» **LISTED RECORDS**:
....

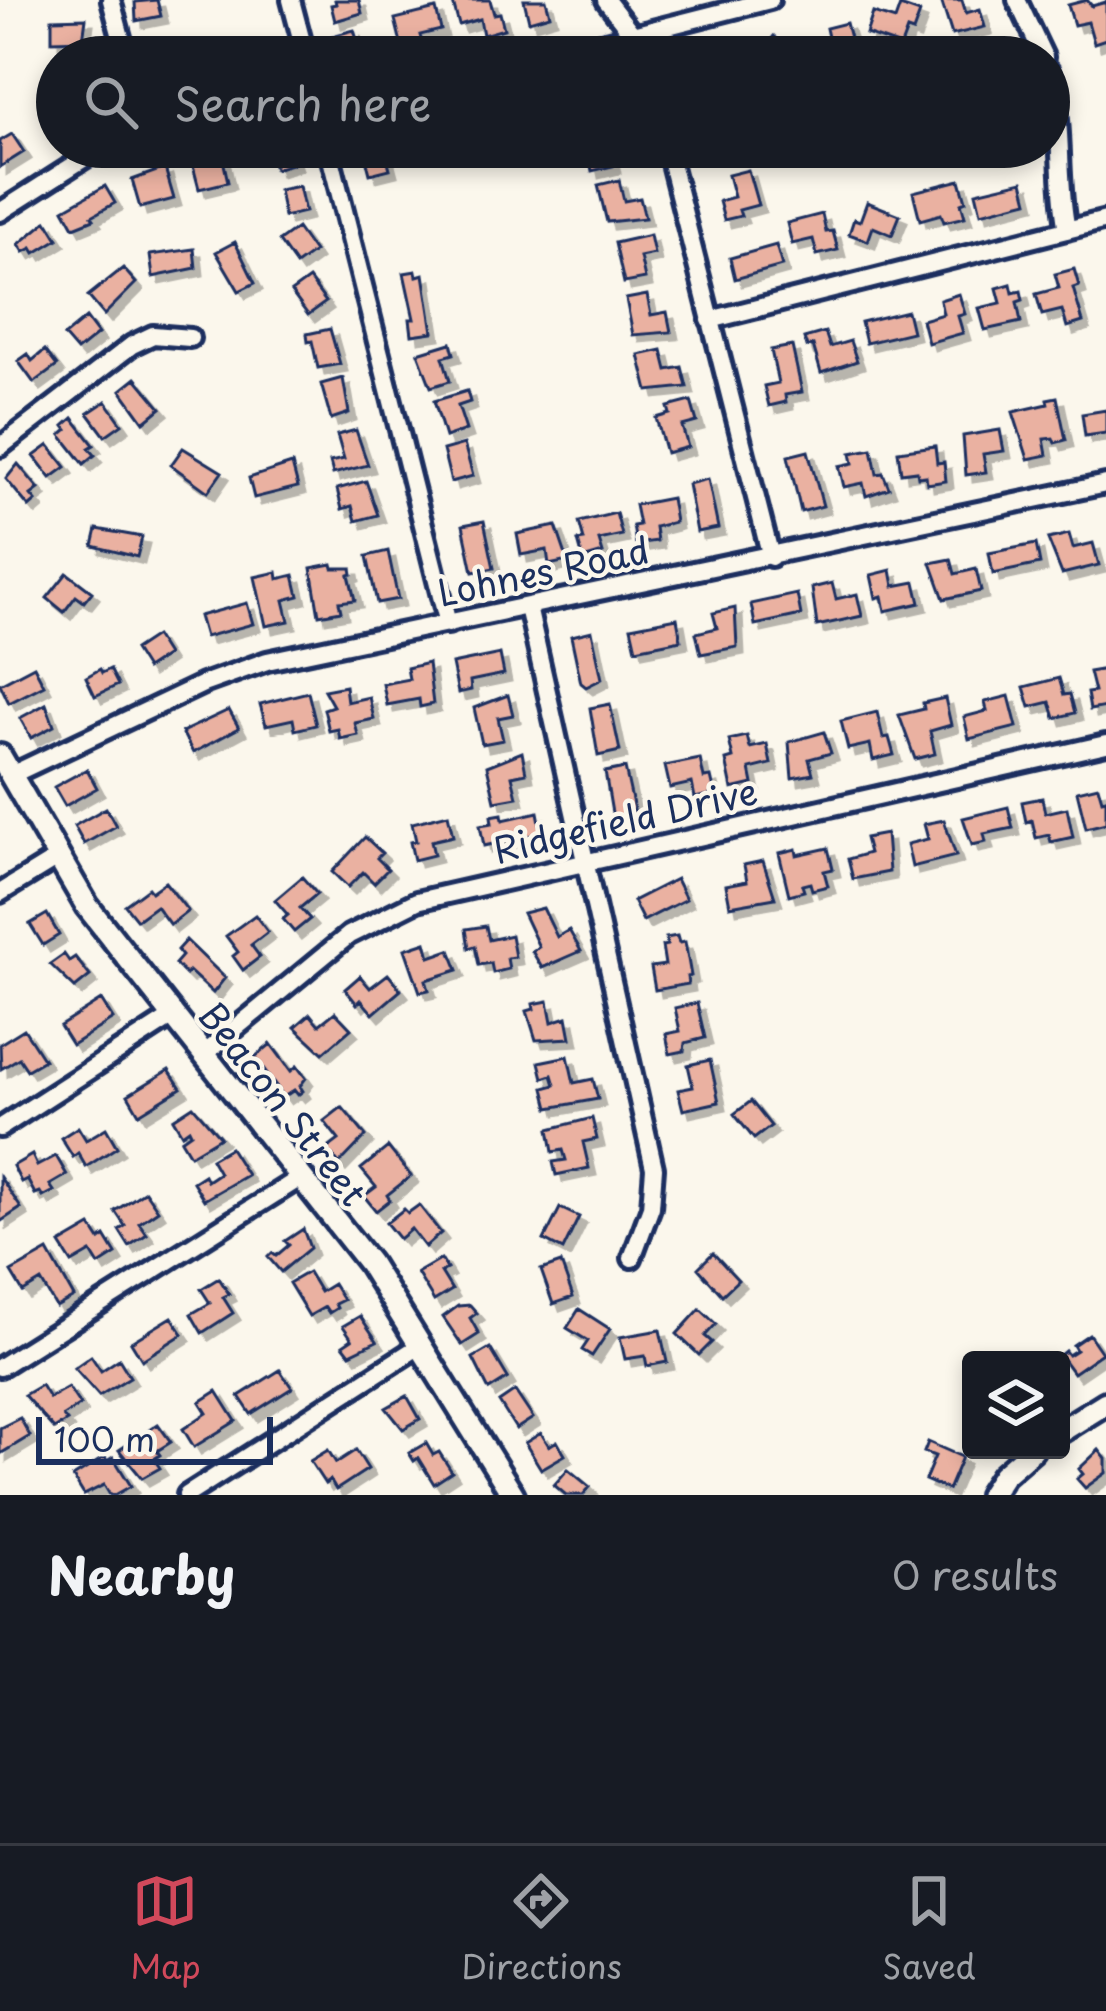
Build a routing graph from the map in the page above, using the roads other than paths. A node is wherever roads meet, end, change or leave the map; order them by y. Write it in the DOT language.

....

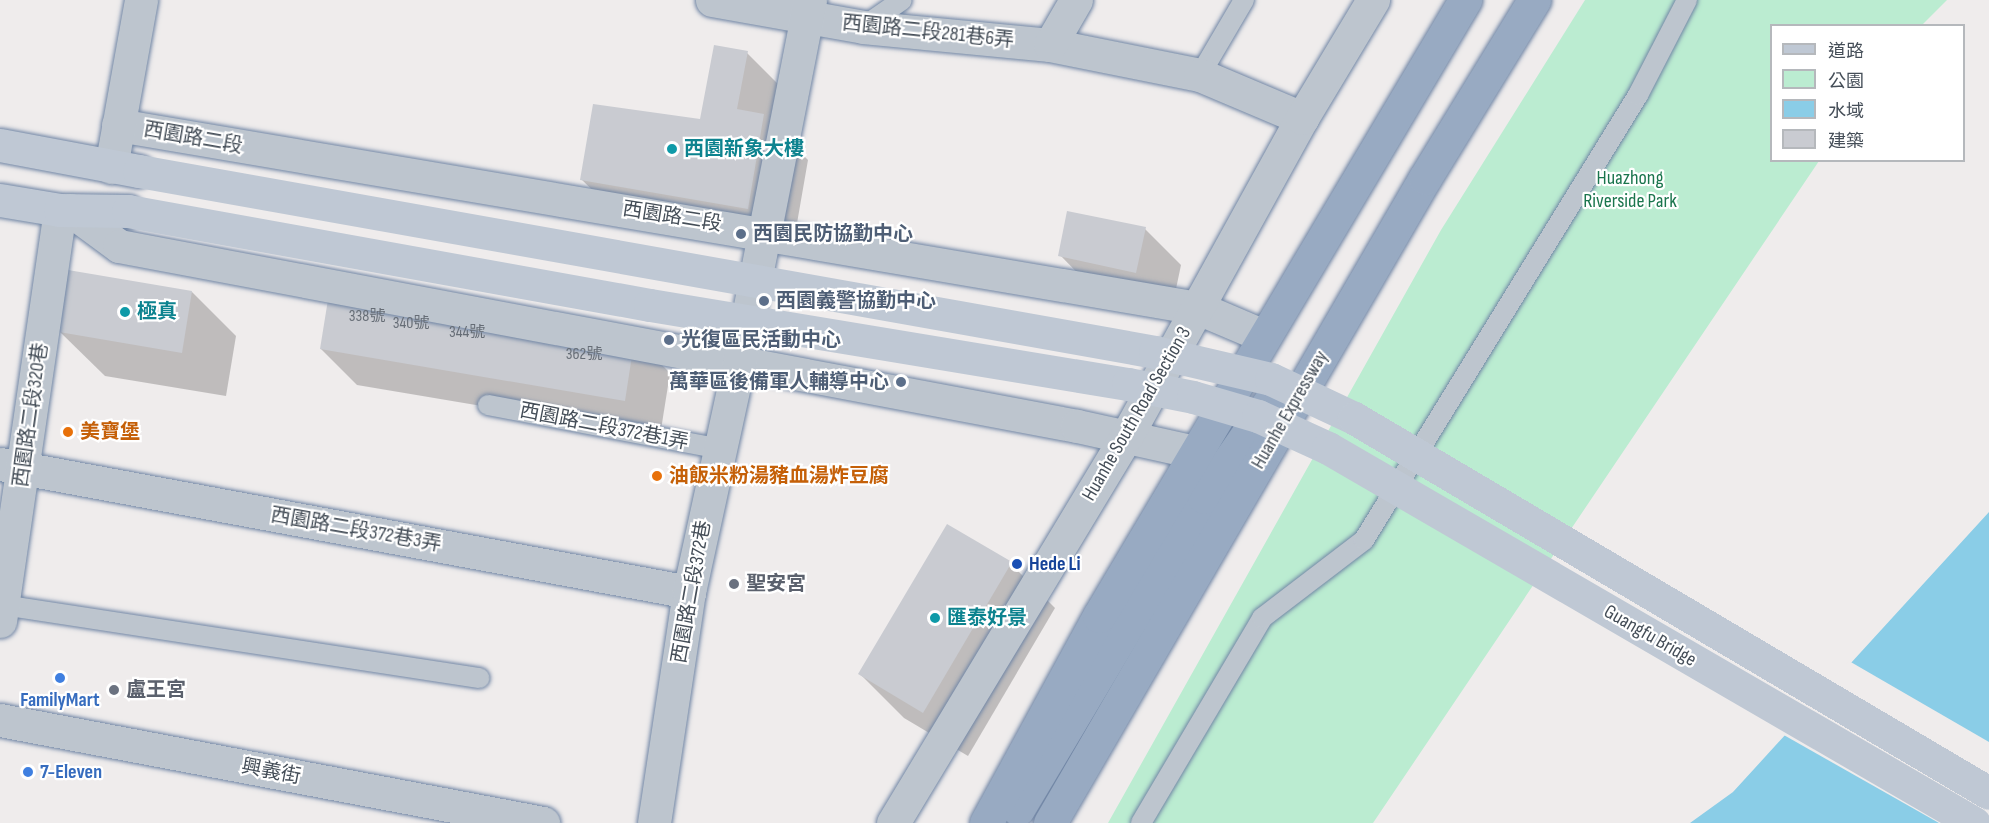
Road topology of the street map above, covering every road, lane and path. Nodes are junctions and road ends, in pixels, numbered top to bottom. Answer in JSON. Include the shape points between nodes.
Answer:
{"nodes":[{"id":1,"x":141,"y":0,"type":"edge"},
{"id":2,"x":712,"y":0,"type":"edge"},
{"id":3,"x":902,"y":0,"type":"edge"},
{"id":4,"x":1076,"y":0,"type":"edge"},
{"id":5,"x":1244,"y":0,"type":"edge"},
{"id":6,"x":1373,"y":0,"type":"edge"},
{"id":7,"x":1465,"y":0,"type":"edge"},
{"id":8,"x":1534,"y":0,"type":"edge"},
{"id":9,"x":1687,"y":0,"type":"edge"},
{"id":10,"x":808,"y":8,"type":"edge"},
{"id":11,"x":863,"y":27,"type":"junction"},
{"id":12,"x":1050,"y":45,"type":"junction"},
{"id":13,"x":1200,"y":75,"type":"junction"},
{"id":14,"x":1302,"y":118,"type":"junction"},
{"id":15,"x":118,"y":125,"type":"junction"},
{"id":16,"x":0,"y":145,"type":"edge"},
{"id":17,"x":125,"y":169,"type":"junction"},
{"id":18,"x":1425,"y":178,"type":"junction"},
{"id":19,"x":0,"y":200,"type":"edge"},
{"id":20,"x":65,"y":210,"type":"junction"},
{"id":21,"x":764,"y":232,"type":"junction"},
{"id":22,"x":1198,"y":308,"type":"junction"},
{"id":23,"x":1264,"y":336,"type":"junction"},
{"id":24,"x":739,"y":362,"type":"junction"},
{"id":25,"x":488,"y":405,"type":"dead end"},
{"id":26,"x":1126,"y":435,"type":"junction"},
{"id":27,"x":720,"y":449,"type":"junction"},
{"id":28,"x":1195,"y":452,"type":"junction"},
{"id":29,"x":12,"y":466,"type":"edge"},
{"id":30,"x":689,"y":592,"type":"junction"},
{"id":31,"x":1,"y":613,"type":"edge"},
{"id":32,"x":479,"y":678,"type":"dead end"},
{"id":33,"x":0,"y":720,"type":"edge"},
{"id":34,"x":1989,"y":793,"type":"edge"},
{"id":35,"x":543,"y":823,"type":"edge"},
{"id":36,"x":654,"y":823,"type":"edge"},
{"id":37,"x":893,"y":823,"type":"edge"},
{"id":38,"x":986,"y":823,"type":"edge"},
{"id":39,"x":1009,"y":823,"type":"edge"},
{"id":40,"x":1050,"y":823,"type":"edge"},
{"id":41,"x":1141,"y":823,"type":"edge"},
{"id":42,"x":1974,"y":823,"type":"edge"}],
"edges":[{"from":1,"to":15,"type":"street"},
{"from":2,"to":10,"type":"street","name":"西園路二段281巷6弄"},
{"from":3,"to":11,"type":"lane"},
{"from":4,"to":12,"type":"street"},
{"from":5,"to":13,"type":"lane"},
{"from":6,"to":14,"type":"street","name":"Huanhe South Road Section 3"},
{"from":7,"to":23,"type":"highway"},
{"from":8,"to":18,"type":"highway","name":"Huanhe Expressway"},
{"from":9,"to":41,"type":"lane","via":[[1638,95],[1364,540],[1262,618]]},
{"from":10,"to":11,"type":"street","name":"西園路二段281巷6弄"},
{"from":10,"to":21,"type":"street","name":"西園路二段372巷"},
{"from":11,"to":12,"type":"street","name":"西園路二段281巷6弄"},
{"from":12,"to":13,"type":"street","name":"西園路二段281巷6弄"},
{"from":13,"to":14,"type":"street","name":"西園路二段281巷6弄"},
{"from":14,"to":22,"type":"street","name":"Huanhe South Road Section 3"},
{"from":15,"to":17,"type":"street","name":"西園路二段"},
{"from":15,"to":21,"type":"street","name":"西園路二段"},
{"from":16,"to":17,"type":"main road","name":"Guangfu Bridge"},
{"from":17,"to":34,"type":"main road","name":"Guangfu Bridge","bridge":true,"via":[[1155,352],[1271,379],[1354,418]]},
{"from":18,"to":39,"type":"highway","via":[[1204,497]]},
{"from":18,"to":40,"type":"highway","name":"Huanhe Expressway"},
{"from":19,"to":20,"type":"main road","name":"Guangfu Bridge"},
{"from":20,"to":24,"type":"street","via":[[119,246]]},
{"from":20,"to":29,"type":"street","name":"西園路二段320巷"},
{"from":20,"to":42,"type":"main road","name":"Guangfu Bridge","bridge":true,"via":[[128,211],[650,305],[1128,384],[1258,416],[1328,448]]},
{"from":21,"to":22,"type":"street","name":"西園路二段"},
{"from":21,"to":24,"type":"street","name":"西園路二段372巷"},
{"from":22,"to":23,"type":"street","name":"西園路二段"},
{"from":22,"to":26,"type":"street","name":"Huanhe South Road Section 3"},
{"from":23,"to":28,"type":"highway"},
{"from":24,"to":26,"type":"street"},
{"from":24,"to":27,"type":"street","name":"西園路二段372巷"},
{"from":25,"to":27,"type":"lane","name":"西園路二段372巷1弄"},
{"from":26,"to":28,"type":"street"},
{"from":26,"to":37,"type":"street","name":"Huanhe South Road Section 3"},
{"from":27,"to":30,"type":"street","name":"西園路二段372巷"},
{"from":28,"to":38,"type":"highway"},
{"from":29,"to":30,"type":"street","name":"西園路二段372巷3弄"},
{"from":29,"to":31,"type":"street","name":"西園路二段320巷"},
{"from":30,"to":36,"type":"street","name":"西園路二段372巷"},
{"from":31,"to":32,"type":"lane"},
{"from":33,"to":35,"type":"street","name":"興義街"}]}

....

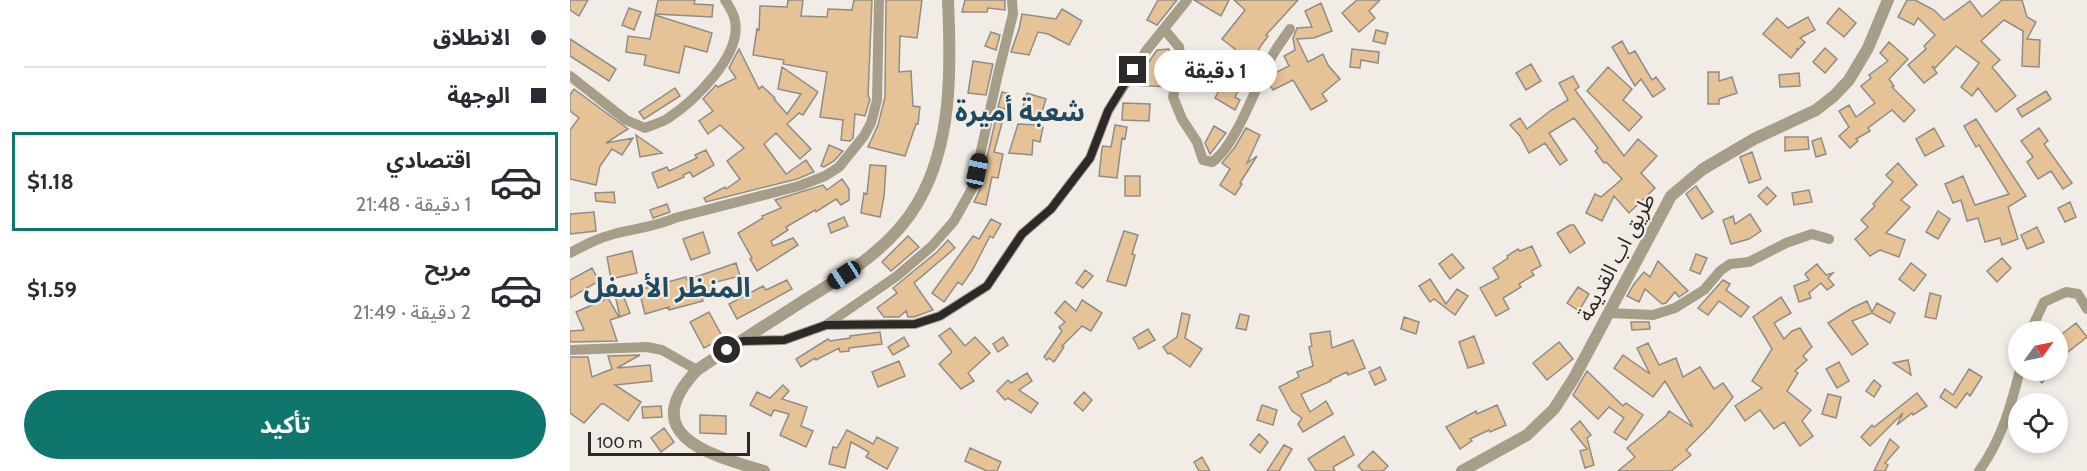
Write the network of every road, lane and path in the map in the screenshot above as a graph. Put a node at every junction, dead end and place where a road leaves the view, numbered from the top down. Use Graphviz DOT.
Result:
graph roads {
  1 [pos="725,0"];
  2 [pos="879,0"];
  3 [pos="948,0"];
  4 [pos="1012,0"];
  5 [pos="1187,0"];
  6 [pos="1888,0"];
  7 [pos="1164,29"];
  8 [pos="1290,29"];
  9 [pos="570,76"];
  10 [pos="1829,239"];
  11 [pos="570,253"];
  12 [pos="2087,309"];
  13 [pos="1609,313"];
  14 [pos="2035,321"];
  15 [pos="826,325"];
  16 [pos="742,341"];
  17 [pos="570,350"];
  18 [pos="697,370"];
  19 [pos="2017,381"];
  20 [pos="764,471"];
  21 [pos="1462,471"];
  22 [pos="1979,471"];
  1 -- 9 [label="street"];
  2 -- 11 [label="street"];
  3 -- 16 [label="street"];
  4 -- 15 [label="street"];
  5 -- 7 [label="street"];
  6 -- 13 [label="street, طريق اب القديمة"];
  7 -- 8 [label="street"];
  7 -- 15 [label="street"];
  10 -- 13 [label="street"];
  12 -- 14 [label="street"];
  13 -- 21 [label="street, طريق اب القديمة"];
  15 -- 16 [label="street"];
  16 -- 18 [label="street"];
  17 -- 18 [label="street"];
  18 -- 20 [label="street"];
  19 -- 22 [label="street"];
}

....

» **WHAT TO DO**:
Which lines of the data include "Write"? Copy each of them.

» **THE COMPLETED TASK**:
Build a routing graph from the map in the page above, using the roads other than paths. A node is wherever roads meet, end, change or leave the map; order them by y. Write it in the DOT language.
Write the network of every road, lane and path in the map in the screenshot above as a graph. Put a node at every junction, dead end and place where a road leaves the view, numbered from the top down. Use Graphviz DOT.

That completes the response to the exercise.